Provide Aggregate Classes to Users #

  • A class that is constructed primarily by inheriting from mixins and does not add its own structure or behavior is called an aggregate class.

  • group together combinations of ABCs or mixins

    we can now just use the aggregate class without having to figure out in which order they should be declared to work as intended.

  • typically just has an empty body (with docstring / pass)

Subclass Only Classes Designed for Subclassing #

  • some superclass methods may ignore the subclass overrides in unexpected ways.

    \(\implies\) we should subclass only those that are intended to be extended.

  • how to check?

    • see the docs, if it’s a base class named, that hints at it

    • the docs will also indicate which of the methods are intended to be overridden.

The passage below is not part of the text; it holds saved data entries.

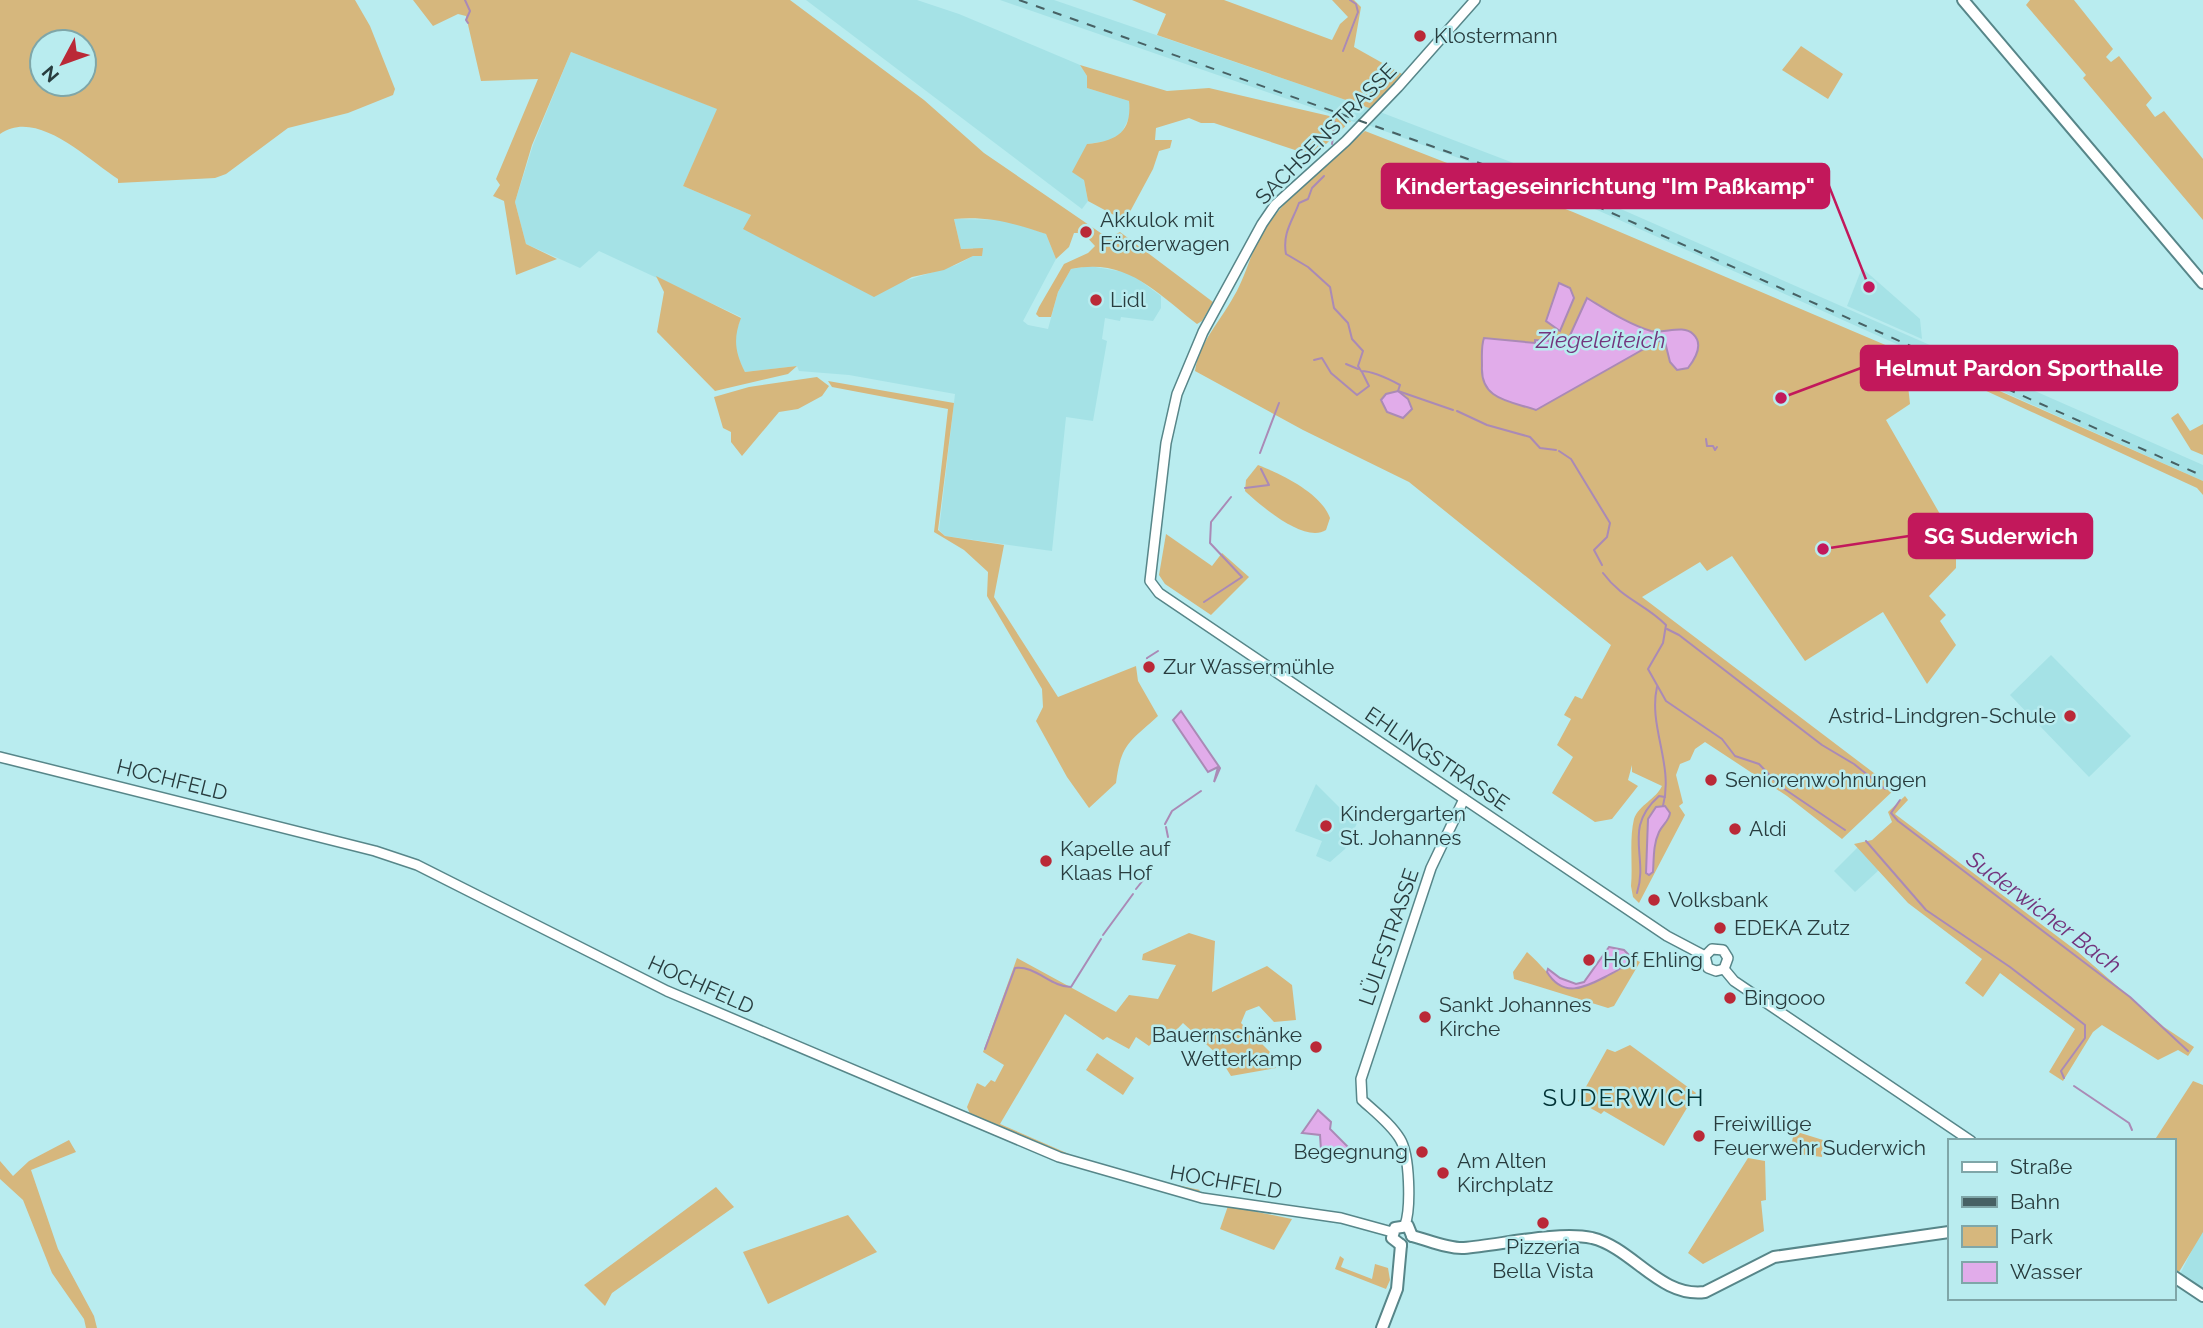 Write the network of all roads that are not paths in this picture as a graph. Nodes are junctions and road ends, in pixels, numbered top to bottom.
1 (1475, 0) edge
2 (1963, 0) edge
3 (2203, 283) edge
4 (1153, 587) joint
5 (0, 757) edge
6 (1464, 799) junction
7 (1705, 957) junction
8 (1724, 969) junction
9 (1968, 1139) edge
10 (1405, 1225) junction
11 (1392, 1232) junction
12 (1948, 1232) edge
13 (1412, 1236) junction
14 (1401, 1245) junction
15 (2175, 1277) edge
16 (2203, 1296) edge
17 (1382, 1328) edge

1 - 4 street, SACHSENSTRASSE
2 - 3 main road
4 - 6 street, EHLINGSTRASSE
5 - 11 street, HOCHFELD
6 - 7 street, EHLINGSTRASSE
6 - 10 street, LÜLFSTRASSE
7 - 8 street, EHLINGSTRASSE
7 - 8 street, EHLINGSTRASSE
8 - 9 street, EHLINGSTRASSE
10 - 11 main road
10 - 13 main road
11 - 14 main road
12 - 13 main road
13 - 14 main road
14 - 17 main road
15 - 16 main road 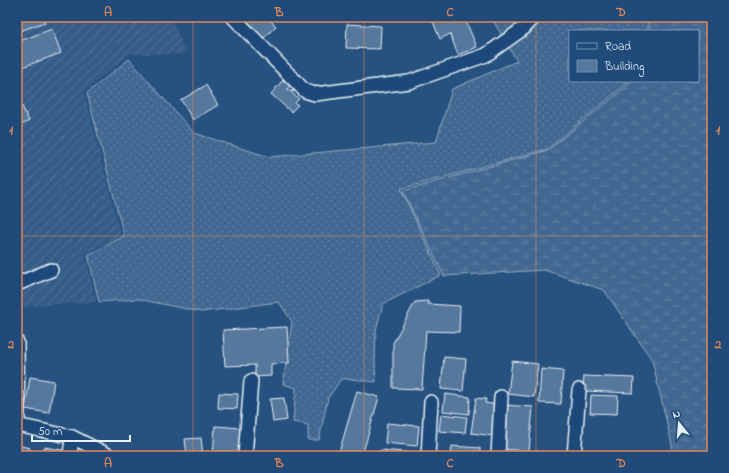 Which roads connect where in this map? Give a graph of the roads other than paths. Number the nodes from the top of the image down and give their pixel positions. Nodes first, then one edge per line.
1 (233, 17) edge
2 (534, 17) edge
3 (51, 270) dead end
4 (17, 284) edge
5 (17, 342) edge
6 (251, 381) dead end
7 (579, 390) dead end
8 (501, 397) dead end
9 (431, 402) dead end
10 (17, 425) edge
11 (72, 437) junction
12 (70, 456) edge
13 (110, 456) edge
14 (245, 456) edge
15 (428, 456) edge
16 (498, 456) edge
17 (574, 456) edge

1 - 2 street
3 - 4 street
5 - 10 street
6 - 14 street
7 - 17 street
8 - 16 street
9 - 15 street
10 - 11 street
11 - 12 street
11 - 13 street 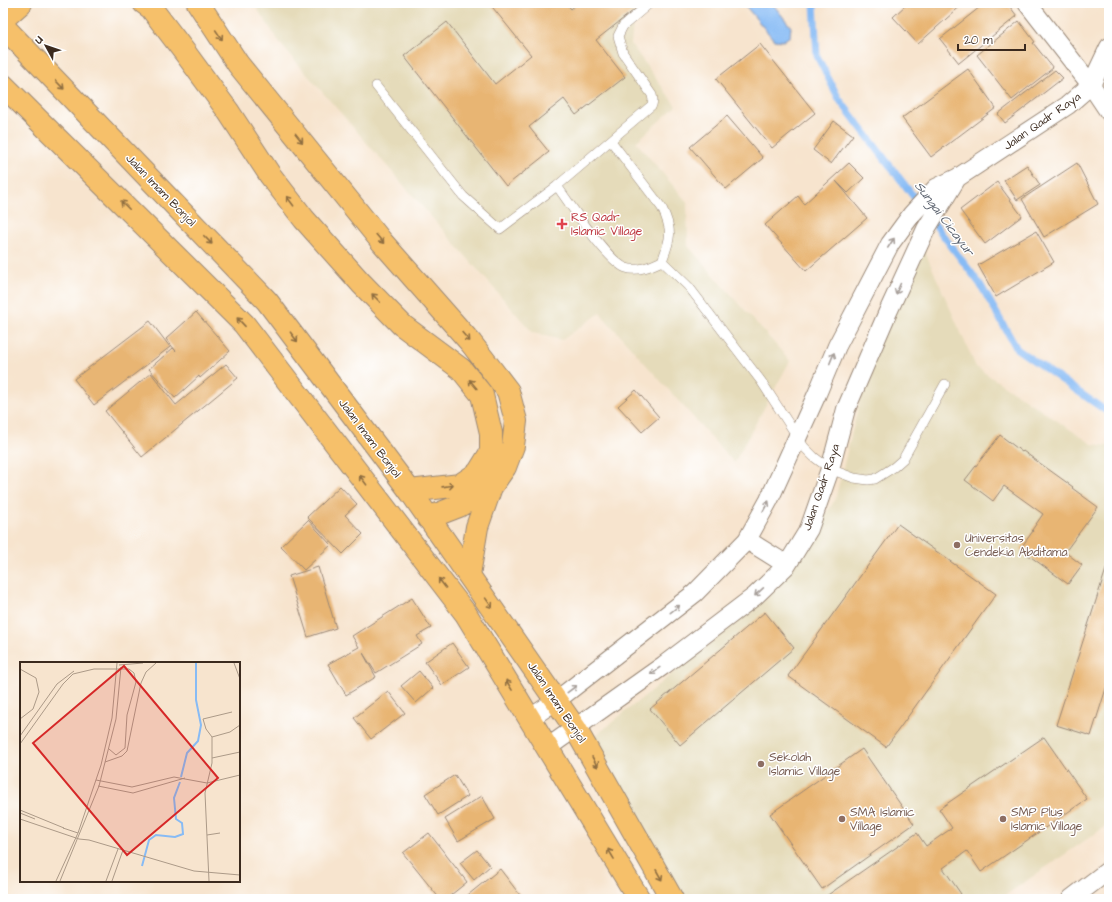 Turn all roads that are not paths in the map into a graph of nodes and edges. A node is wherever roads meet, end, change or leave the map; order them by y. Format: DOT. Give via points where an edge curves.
graph roads {
  1 [pos="21,3"];
  2 [pos="144,3"];
  3 [pos="198,3"];
  4 [pos="650,3"];
  5 [pos="1027,3"];
  6 [pos="3,19"];
  7 [pos="3,26"];
  8 [pos="1109,47"];
  9 [pos="1091,85"];
  10 [pos="4,86"];
  11 [pos="376,86"];
  12 [pos="1109,112"];
  13 [pos="611,141"];
  14 [pos="557,186"];
  15 [pos="940,193"];
  16 [pos="662,261"];
  17 [pos="945,384"];
  18 [pos="798,436"];
  19 [pos="830,469"];
  20 [pos="491,487"];
  21 [pos="410,491"];
  22 [pos="428,518"];
  23 [pos="747,540"];
  24 [pos="787,565"];
  25 [pos="469,574"];
  26 [pos="557,700"];
  27 [pos="528,719"];
  28 [pos="576,728"];
  29 [pos="547,748"];
  30 [pos="1109,870"];
  31 [pos="639,899"];
  32 [pos="672,899"];
  33 [pos="1071,899"];
  1 -- 6 [label="main road"];
  21 -- 2 [label="main road, one-way" via="460,484 478,473 491,452 491,433 482,395 461,369 402,325 304,219 152,8"];
  3 -- 20 [label="main road, one-way" via="238,64 382,242 471,343 508,391 516,421 513,446 505,467"];
  4 -- 13 [label="lane" via="623,26 618,36 623,53 652,95 652,105"];
  5 -- 9 [label="street"];
  7 -- 21 [label="main road, Jalan Imam Bonjol, one-way" via="267,301"];
  8 -- 9 [label="street, Jalan Qadr Raya"];
  9 -- 12 [label="street"];
  9 -- 15 [label="street, Jalan Qadr Raya" via="1068,105 957,178"];
  27 -- 10 [label="main road, one-way" via="466,614 244,324"];
  11 -- 14 [label="lane" via="463,196 500,229"];
  13 -- 14 [label="lane"];
  13 -- 16 [label="lane" via="662,208 668,220 669,242"];
  14 -- 16 [label="lane" via="598,242 625,268 634,270"];
  18 -- 15 [label="street, Jalan Qadr Raya, one-way" via="837,346 890,244 912,214"];
  15 -- 19 [label="street, Jalan Qadr Raya, one-way" via="846,409"];
  16 -- 18 [label="lane" via="689,287 761,381"];
  17 -- 19 [label="lane" via="903,459 894,467 875,479 868,480"];
  18 -- 19 [label="lane" via="804,447"];
  23 -- 18 [label="street, Jalan Qadr Raya, one-way" via="769,500"];
  19 -- 24 [label="street, Jalan Qadr Raya" via="809,529"];
  20 -- 22 [label="main road" via="459,506"];
  20 -- 25 [label="main road" via="477,527"];
  21 -- 22 [label="main road, Jalan Imam Bonjol"];
  22 -- 25 [label="main road, Jalan Imam Bonjol"];
  23 -- 24 [label="street"];
  26 -- 23 [label="street, Jalan Qadr Raya, one-way" via="695,593"];
  24 -- 28 [label="street, Jalan Qadr Raya, one-way" via="755,596"];
  25 -- 26 [label="main road, Jalan Imam Bonjol, one-way"];
  26 -- 27 [label="street, Jalan Qadr Raya"];
  26 -- 28 [label="main road, Jalan Imam Bonjol"];
  27 -- 29 [label="main road"];
  28 -- 29 [label="street, Jalan Qadr Raya"];
  28 -- 32 [label="main road, Jalan Imam Bonjol, one-way"];
  31 -- 29 [label="main road, one-way"];
  30 -- 33 [label="street"];
} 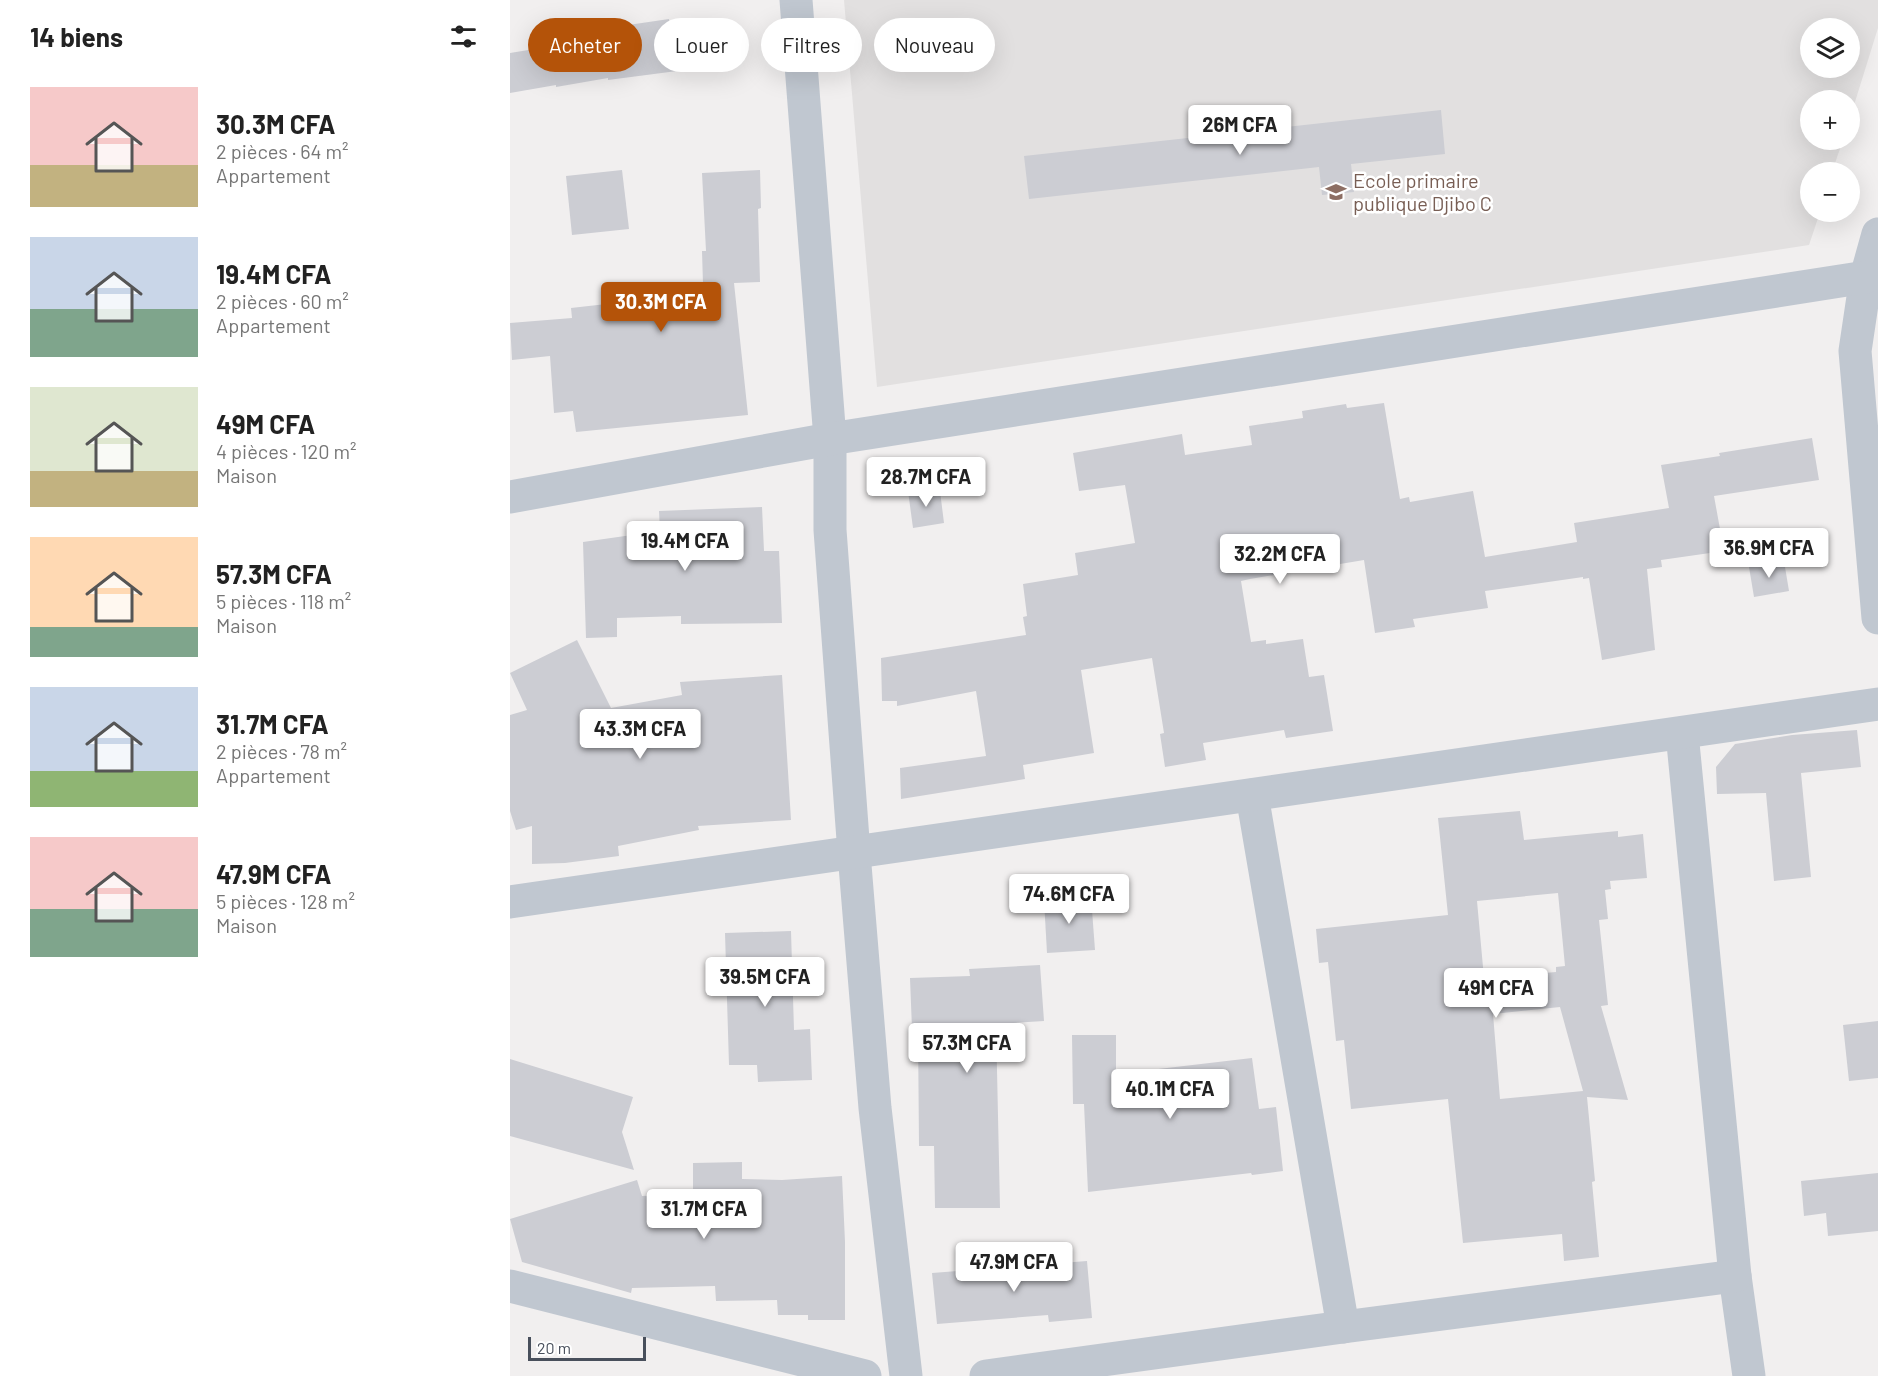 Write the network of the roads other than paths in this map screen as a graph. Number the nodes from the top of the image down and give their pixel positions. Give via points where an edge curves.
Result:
1 (796, 0) edge
2 (1878, 234) edge
3 (1866, 277) junction
4 (830, 439) junction
5 (510, 497) edge
6 (1878, 618) edge
7 (1878, 705) edge
8 (1682, 733) junction
9 (1252, 795) junction
10 (854, 853) junction
11 (510, 902) edge
12 (1735, 1276) junction
13 (510, 1286) edge
14 (1343, 1327) junction
15 (865, 1376) edge
16 (906, 1376) edge
17 (986, 1376) edge
18 (1749, 1376) edge

1 - 4 street
2 - 3 street
3 - 4 street
3 - 6 street via 1855,351
4 - 5 street
4 - 10 street via 830,530
7 - 8 street
8 - 9 street
8 - 12 street
9 - 10 street
9 - 14 street
10 - 11 street
10 - 16 street via 875,1108
12 - 14 street
12 - 18 street
13 - 15 street
14 - 17 street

    • see if the @final decorator exists on the method (then it’s not intended for extension by overriding that method)

Avoid Subclassing from Concrete Classes #

  • if you do this, any internal state within a concrete class might get corrupted

    even if we coorperate by calling super(), there’s still many ways bugs can be introduced

  • If you must use subclassing for code reuse, then the code intended for reuse should be in mixin methods of ABCs or in explicitly named mixin classes.

Tkinter: The Good, the Bad, and the Ugly #

Chapter Summary #

Further Reading #

  • Smalltalk has traits which are a language construct that serves the role that a mixin class does, while avoiding some of the issues with multiple inheritance.

    Scala also has traits.

  • while working as an application developer, you find yourself building multilevel class hierarchies, it’s likely that one or more of the following applies:

    1. You are reinventing the wheel. Go look for a framework or library that provides

    2. components you can reuse in your application.

    3. You are using a badly designed framework. Go look for an alternative.

    4. You are overengineering. Remember the KISS principle.

    5. You became bored coding applications and decided to start a new framework.

      Congratulations and good luck!